LONDON: Members of the Honourable Artillery Company fire a 62 Gun Royal Salute, for the King's 75th Birthday from Tower Wharf, by Tower Bridge .

Cake and a sing-song

Camilla, 76, once revealed that the famously workaholic king is particularly hard to buy gifts for. "I will tell you that he is the most difficult person in the world to buy a present for... So, he likes to make a list of things that he wants so you get it exactly right,” she said. He likes "a cake and a bit of a sing-song”, she said, adding however that it was often difficult to get him to take a break.

Close family and friends are expected at the evening celebration, although his estranged younger son Harry will be missing. A report by BBC online said Harry was expected to telephone his father at some point during the day. A spokesperson for Prince Harry and his American wife Meghan rebutted reports they had turned down an invitation, saying there had been "no contact regarding an invitation to His Majesty’s upcoming birthday”.

Harry, 39, and Meghan, 42, quit royal duties in 2020 and relocated to California. They have since unleashed a barrage of criticisms of the royal family, leading to strained relations with Charles and a damaging rift between Harry and his older brother, heir to the throne Prince William. — AFP

‘Lead diplomat’

Prince Charles Philip Arthur George was born on November 14, 1948, at Buckingham Palace, the first child of future Queen Elizabeth II and Prince Philip, the Duke of Edinburgh. When he turned 70 in 2018, Charles joked that it was "alarming” and that he had acquired "all the scars that go with” his age.
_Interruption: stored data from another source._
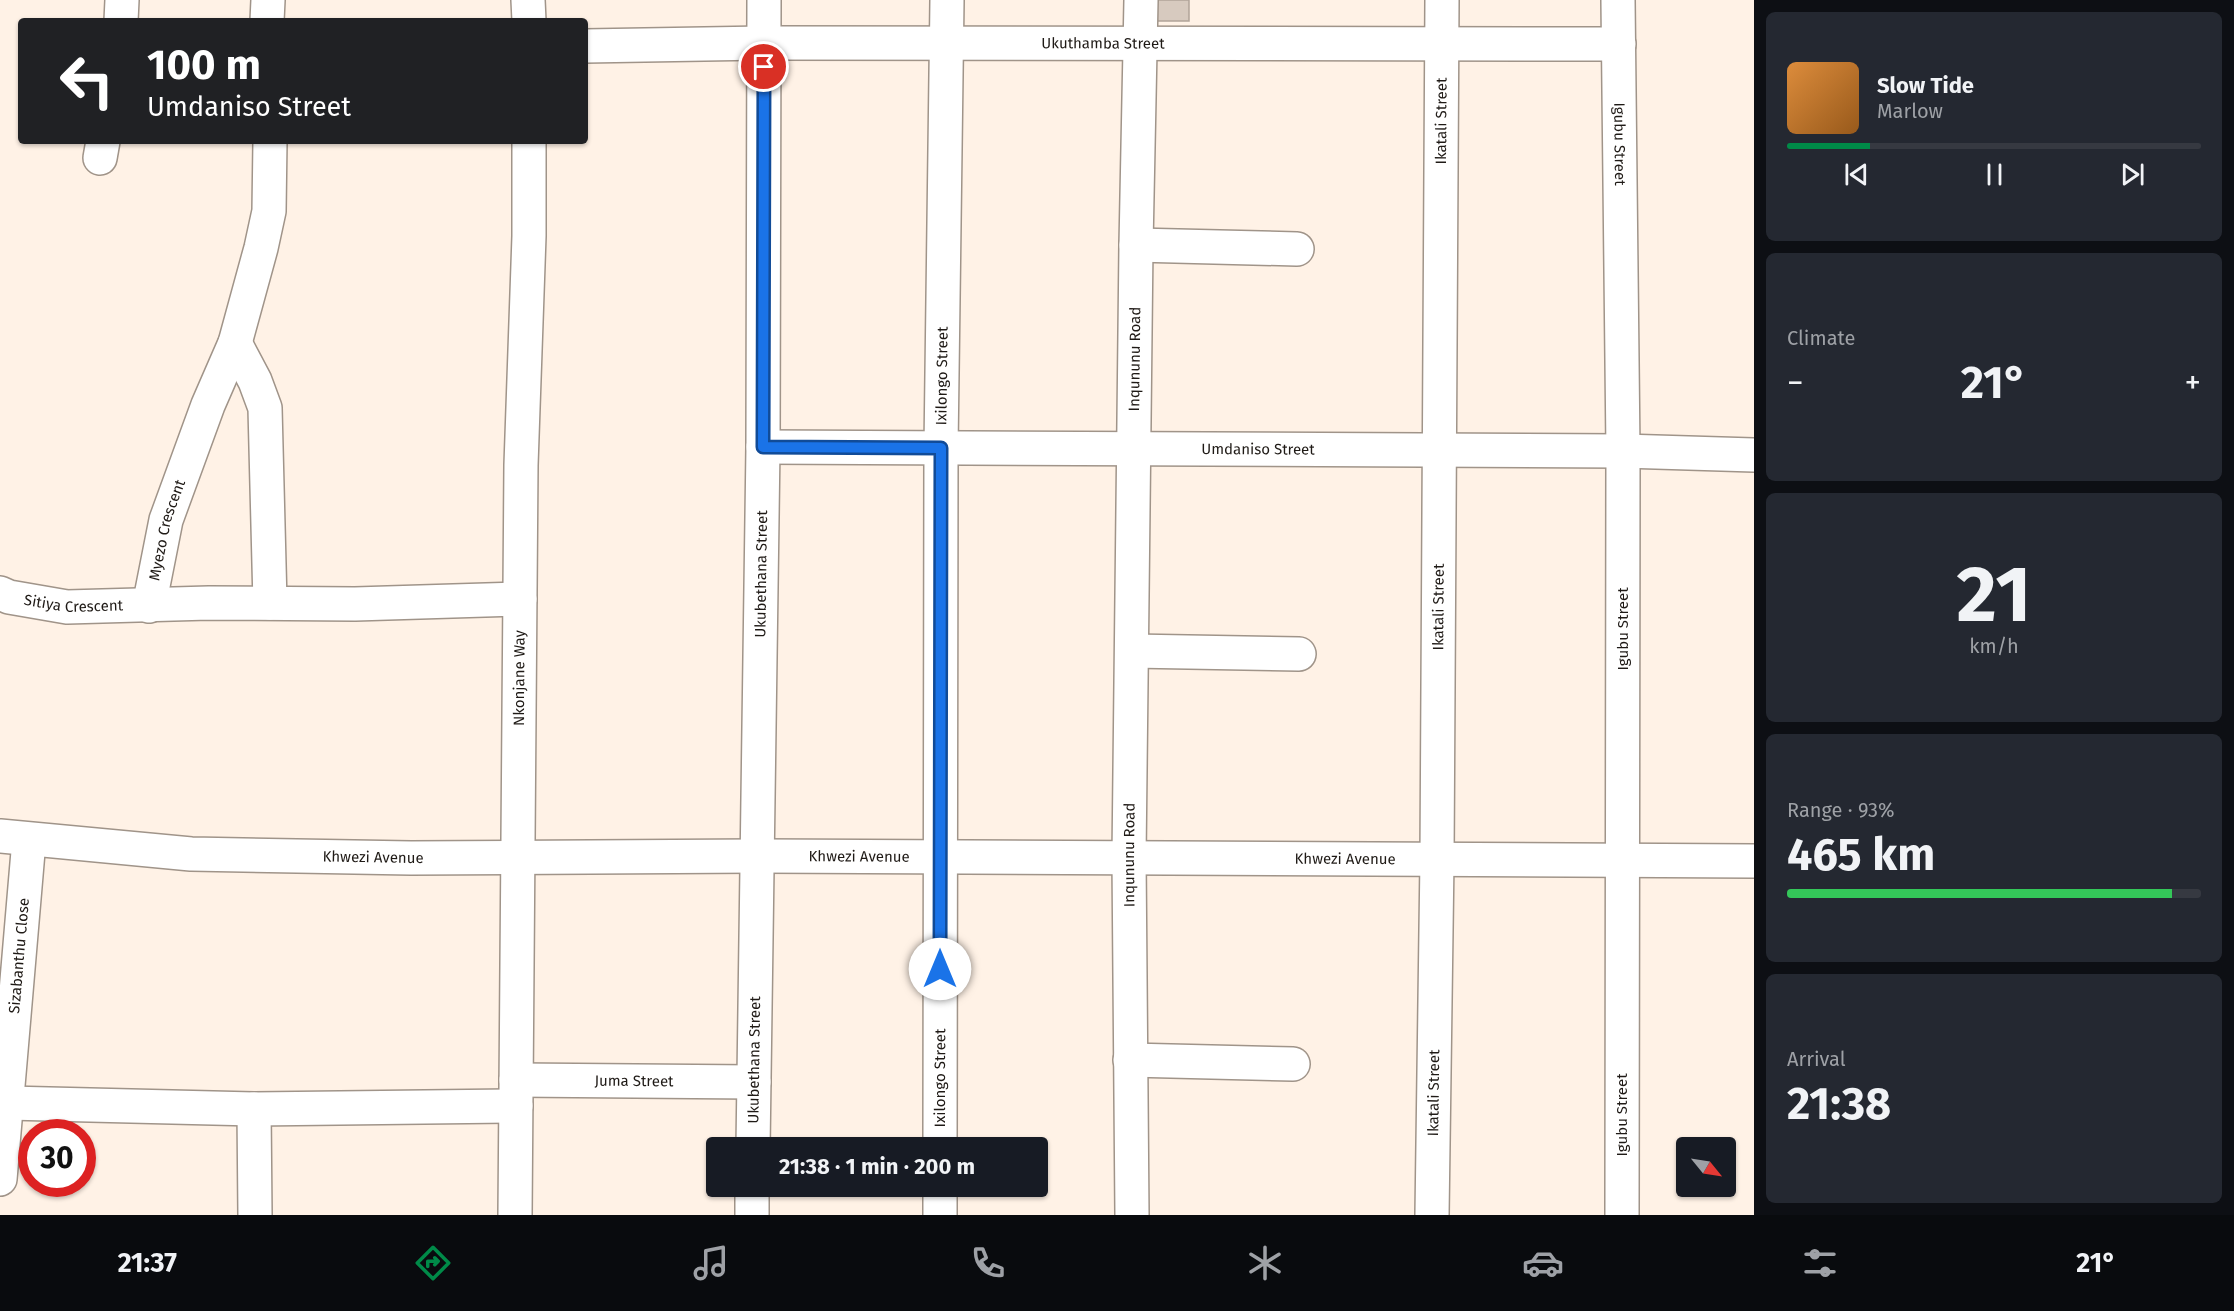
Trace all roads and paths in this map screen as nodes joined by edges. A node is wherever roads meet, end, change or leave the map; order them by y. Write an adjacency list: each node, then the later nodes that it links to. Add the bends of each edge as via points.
1 (122, 0): 9 (street)
2 (268, 0): 10 (street)
3 (528, 0): 11 (street)
4 (764, 0): 12 (street, Ukubethana Street)
5 (947, 0): 13 (street, Ixilongo Street)
6 (1142, 0): 14 (street, Inqununu Road)
7 (1442, 0): 15 (street, Ikatali Street)
8 (1618, 0): 16 (street, Igubu Street)
9 (121, 18)
10 (267, 18)
11 (529, 18)
12 (764, 43): 13 (street, Ukuthamba Street); 17 (street, Ukuthamba Street); 23 (street, Ukubethana Street)
13 (948, 43): 14 (street, Ukuthamba Street); 24 (street, Ixilongo Street)
14 (1141, 44): 15 (street, Ukuthamba Street); 20 (street, Inqununu Road)
15 (1442, 44): 16 (street, Ukuthamba Street); 26 (street, Ikatali Street)
16 (1619, 44): 27 (street, Igubu Street)
17 (588, 46)
18 (270, 144): 22 (street, Myezo Crescent, via 269,211)
19 (529, 144): 30 (street, Nkonjane Way)
20 (1136, 245): 21 (street); 25 (street, Inqununu Road)
21 (1297, 249)
22 (235, 343): 31 (street, via 265,408); 32 (street, Myezo Crescent, via 166,520)
23 (763, 447): 24 (street, Umdaniso Street); 36 (street, Ukubethana Street)
24 (941, 448): 25 (street, Umdaniso Street); 38 (street, Ixilongo Street)
25 (1134, 449): 26 (street, Umdaniso Street); 33 (street, Inqununu Road)
26 (1439, 450): 27 (street, Umdaniso Street); 40 (street, Ikatali Street)
27 (1623, 451): 28 (street, Umdaniso Street); 41 (street, Igubu Street)
28 (1754, 455)
29 (0, 593): 32 (street, Sitiya Crescent, via 67,607)
30 (520, 599): 31 (street); 37 (street, Nkonjane Way)
31 (270, 603): 32 (street)
32 (149, 606)
33 (1132, 651): 34 (street); 39 (street, Inqununu Road)
34 (1299, 654)
35 (15, 838): 37 (street, Khwezi Avenue, via 191,854); 47 (street, Sizabanthu Close)
36 (757, 856): 37 (street, Khwezi Avenue); 38 (street, Khwezi Avenue); 45 (street, Ukubethana Street)
37 (518, 857): 46 (street, Nkonjane Way)
38 (940, 858): 39 (street, Khwezi Avenue); 50 (street, Ixilongo Street)
39 (1129, 858): 40 (street, Khwezi Avenue); 43 (street, Inqununu Road)
40 (1437, 860): 41 (street, Khwezi Avenue); 59 (street, Ikatali Street)
41 (1623, 861): 42 (street, Khwezi Avenue); 60 (street, Igubu Street)
42 (1754, 861)
43 (1130, 1059): 44 (street); 58 (street, Inqununu Road)
44 (1293, 1064)
45 (754, 1083): 46 (street, Juma Street); 49 (street, Ukubethana Street)
46 (516, 1093): 48 (street, Juma Street); 55 (street, Nkonjane Way)
47 (8, 1103): 48 (street, Juma Street); 51 (street, Sizabanthu Close)
48 (254, 1109): 54 (street)
49 (753, 1137)
50 (940, 1137)
51 (0, 1179)
52 (752, 1197): 56 (street)
53 (940, 1197): 57 (street)
54 (255, 1215)
55 (515, 1215)
56 (752, 1215)
57 (940, 1215)
58 (1132, 1215)
59 (1432, 1215)
60 (1622, 1215)

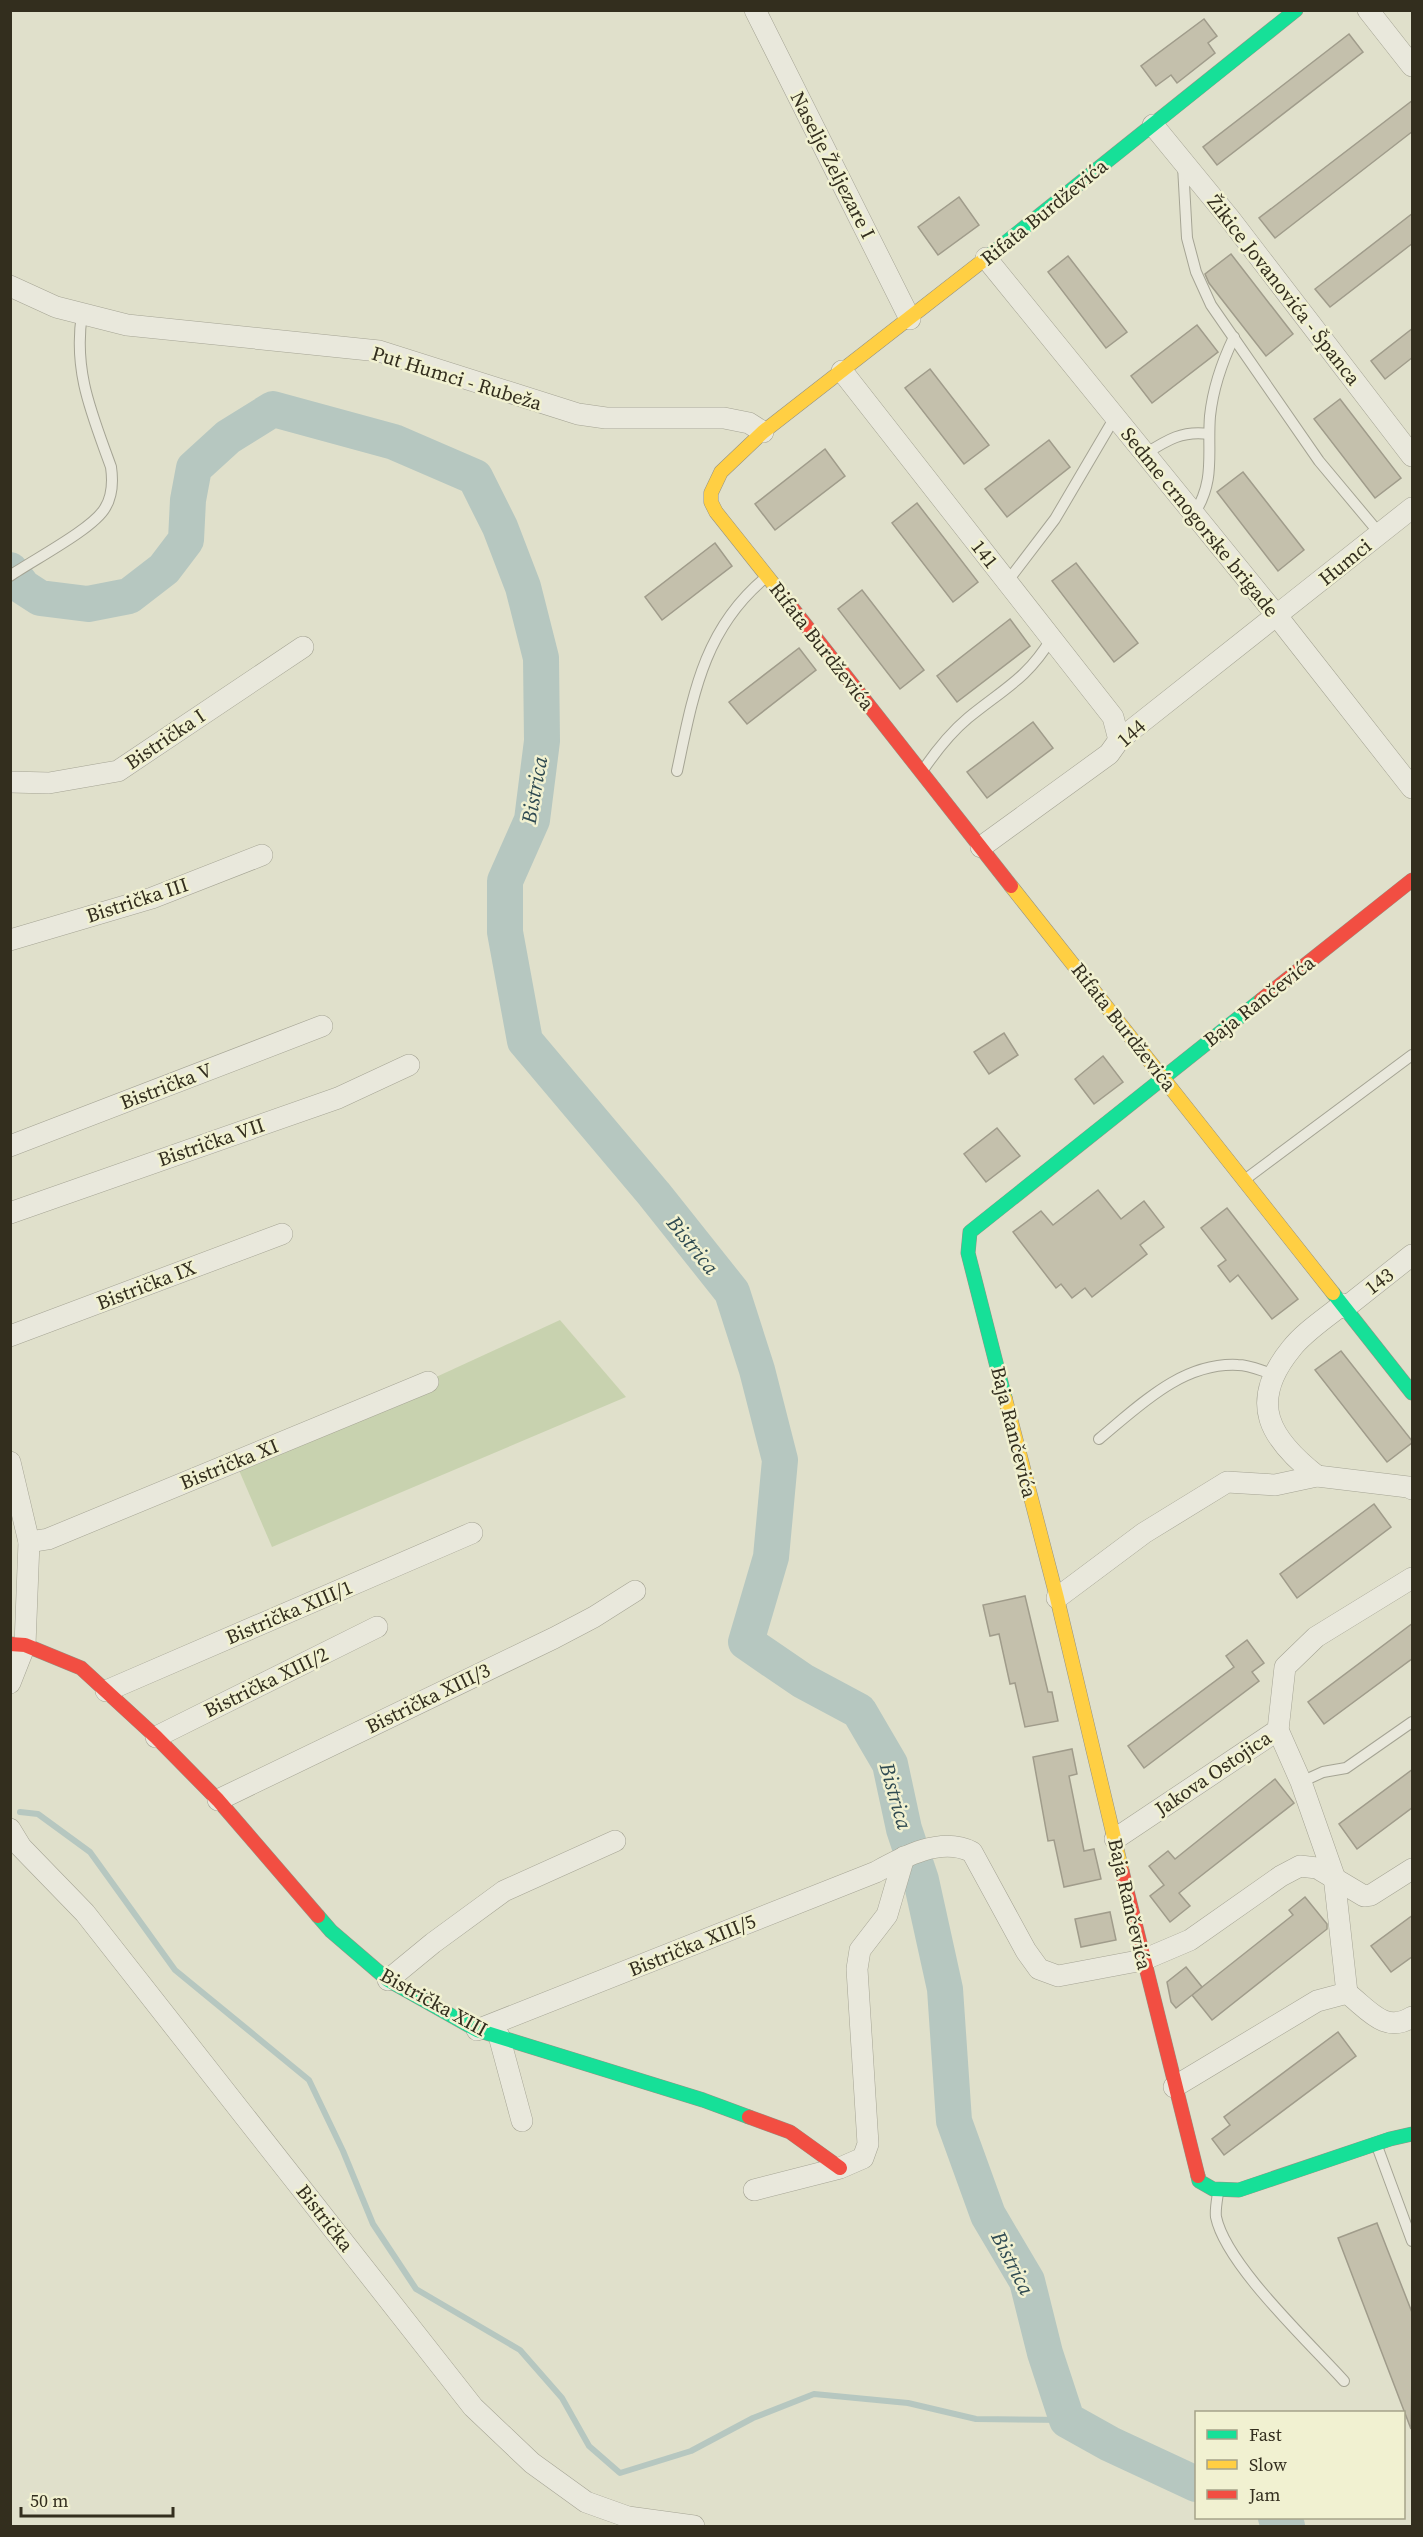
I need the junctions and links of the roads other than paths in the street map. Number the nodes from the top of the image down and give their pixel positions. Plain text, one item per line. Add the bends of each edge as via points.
1 (755, 10) edge
2 (1296, 10) edge
3 (1368, 10) edge
4 (1413, 66) edge
5 (1153, 125) junction
6 (1183, 161) junction
7 (986, 258) junction
8 (10, 286) edge
9 (82, 314) junction
10 (910, 319) junction
11 (1234, 337) junction
12 (842, 371) junction
13 (1115, 417) junction
14 (763, 432) junction
15 (1209, 434) junction
16 (1145, 454) junction
17 (1413, 456) edge
18 (1413, 508) edge
19 (1194, 513) junction
20 (1380, 534) junction
21 (10, 576) edge
22 (767, 576) junction
23 (1007, 582) junction
24 (1277, 616) junction
25 (1051, 639) junction
26 (303, 647) dead end
27 (1119, 740) junction
28 (677, 771) dead end
29 (922, 771) junction
30 (10, 782) edge
31 (1413, 788) edge
32 (981, 847) junction
33 (262, 855) dead end
34 (1413, 880) edge
35 (10, 940) edge
36 (322, 1026) dead end
37 (1413, 1055) edge
38 (409, 1065) dead end
39 (1164, 1076) junction
40 (10, 1146) edge
41 (1245, 1180) junction
42 (10, 1213) edge
43 (282, 1234) dead end
44 (1413, 1255) edge
45 (1344, 1306) junction
46 (10, 1336) edge
47 (1273, 1374) junction
48 (428, 1382) dead end
49 (1413, 1393) edge
50 (1099, 1439) dead end
51 (10, 1462) edge
52 (1317, 1476) junction
53 (1413, 1490) edge
54 (472, 1533) dead end
55 (20, 1538) edge
56 (1413, 1578) edge
57 (635, 1591) dead end
58 (1057, 1598) junction
59 (377, 1627) dead end
60 (18, 1644) edge
61 (10, 1683) edge
62 (106, 1691) junction
63 (1413, 1722) edge
64 (1278, 1730) junction
65 (156, 1737) junction
66 (1301, 1782) junction
67 (218, 1800) junction
68 (1115, 1839) junction
69 (615, 1841) dead end
70 (14, 1844) edge
71 (904, 1857) junction
72 (1413, 1869) edge
73 (1334, 1876) junction
74 (1143, 1960) junction
75 (388, 1980) junction
76 (1347, 1993) junction
77 (1413, 2017) edge
78 (477, 2030) junction
79 (499, 2036) junction
80 (1174, 2087) junction
81 (522, 2121) dead end
82 (1413, 2134) edge
83 (1376, 2143) junction
84 (840, 2168) junction
85 (754, 2190) dead end
86 (1218, 2192) junction
87 (1413, 2241) edge
88 (1344, 2381) dead end
89 (694, 2526) edge

1 - 10 street, Naselje Željezare I
2 - 5 street, Rifata Burdževića
3 - 4 street
5 - 6 street, Žikice Jovanovića - Španca
5 - 7 street, Rifata Burdževića
6 - 11 lane via 1191,255 1202,288
6 - 17 street, Žikice Jovanovića - Španca
7 - 10 street, Rifata Burdževića
7 - 13 street, Sedme crnogorske brigade
8 - 9 street, Put Humci - Rubeža
9 - 14 street, Put Humci - Rubeža via 127,325 379,351 578,414 606,418 724,418 749,423
9 - 21 lane via 80,369 111,467 112,488 106,507 92,522
10 - 12 street, Rifata Burdževića
11 - 15 lane via 1218,376
11 - 20 lane via 1319,461
12 - 14 street, Rifata Burdževića
12 - 23 street, 141
13 - 16 street, Sedme crnogorske brigade
13 - 23 lane via 1055,519
14 - 22 street, Rifata Burdževića via 721,472 711,502
15 - 16 lane via 1176,436
15 - 19 lane via 1209,480
16 - 19 street, Sedme crnogorske brigade
18 - 20 street, Humci
19 - 24 street, Sedme crnogorske brigade
20 - 24 street, Humci
22 - 28 lane via 730,614 706,656
22 - 29 street, Rifata Burdževića
23 - 25 street, 141
24 - 27 street, 144
24 - 31 street, Sedme crnogorske brigade
25 - 27 street, 141 via 1113,717
25 - 29 lane via 1032,667 966,720
26 - 30 street, Bistrička I via 118,771 49,783
27 - 32 street, 144 via 1109,754
29 - 32 street, Rifata Burdževića
32 - 39 street, Rifata Burdževića
33 - 35 street, Bistrička III via 152,897
34 - 39 street, Baja Rančevića
36 - 40 street, Bistrička V
37 - 41 lane
38 - 42 street, Bistrička VII via 338,1098
39 - 41 street, Rifata Burdževića
39 - 58 street, Baja Rančevića via 970,1232 968,1253
41 - 45 street, Rifata Burdževića
43 - 46 street, Bistrička IX
44 - 45 street, 143
45 - 47 street, 143 via 1292,1348
45 - 49 street, Rifata Burdževića
47 - 50 lane via 1240,1365 1192,1372 1174,1380
47 - 52 street via 1269,1420 1296,1460
48 - 55 street, Bistrička XI via 48,1539
51 - 55 street
52 - 53 street
52 - 58 street via 1275,1485 1227,1482 1144,1533
54 - 62 street, Bistrička XIII/1
55 - 60 street
56 - 64 street, Jakova Ostojica via 1316,1637 1285,1667
57 - 67 street, Bistrička XIII/3 via 554,1638
58 - 68 street, Baja Rančevića
59 - 65 street, Bistrička XIII/2
60 - 61 street
60 - 62 street, Bistrička XIII via 81,1668
62 - 65 street, Bistrička XIII
63 - 66 lane via 1346,1768 1323,1772
64 - 66 street
64 - 68 street, Jakova Ostojica
65 - 67 street, Bistrička XIII
66 - 73 street
67 - 75 street, Bistrička XIII via 330,1930
68 - 74 street, Baja Rančevića
69 - 75 street via 504,1891
70 - 89 street, Bistrička via 85,1913 473,2407 532,2463 586,2502 628,2517
71 - 74 street, Bistrička XIII/5 via 935,1847 972,1852 1039,1969 1058,1976
71 - 78 street, Bistrička XIII/5 via 876,1872
71 - 84 street via 887,1915 860,1950 857,1969 868,2144 863,2158
72 - 73 street via 1364,1896
73 - 74 street via 1300,1866 1190,1940
73 - 76 street
74 - 80 street, Baja Rančevića
75 - 78 street, Bistrička XIII
76 - 77 street via 1384,2022 1403,2023
76 - 80 street via 1317,2001
78 - 79 street, Bistrička XIII
79 - 81 street
79 - 84 street, Bistrička XIII via 703,2100 790,2132
80 - 86 street, Baja Rančevića via 1199,2181
82 - 83 street
83 - 86 street via 1239,2190
83 - 87 lane
84 - 85 street
86 - 88 lane via 1215,2215 1226,2242 1252,2281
Charles is marking his 75th birthday in the same year that he was crowned king and just a week after opening the UK parliament for the first time as sovereign. Like his mother, who died at the age of 96 in September 2022, Charles has maintained a busy diary of royal duties despite his advancing years.

But Ed Owens, a royal historian and author, told AFP that Charles had taken on a more active role on the international stage than the late sovereign. Charles had adopted the role of a "kind of international lead diplomat of Great Britain” and the Commonwealth, said Owens, author of "After Elizabeth: Can the Monarchy Save Itself?”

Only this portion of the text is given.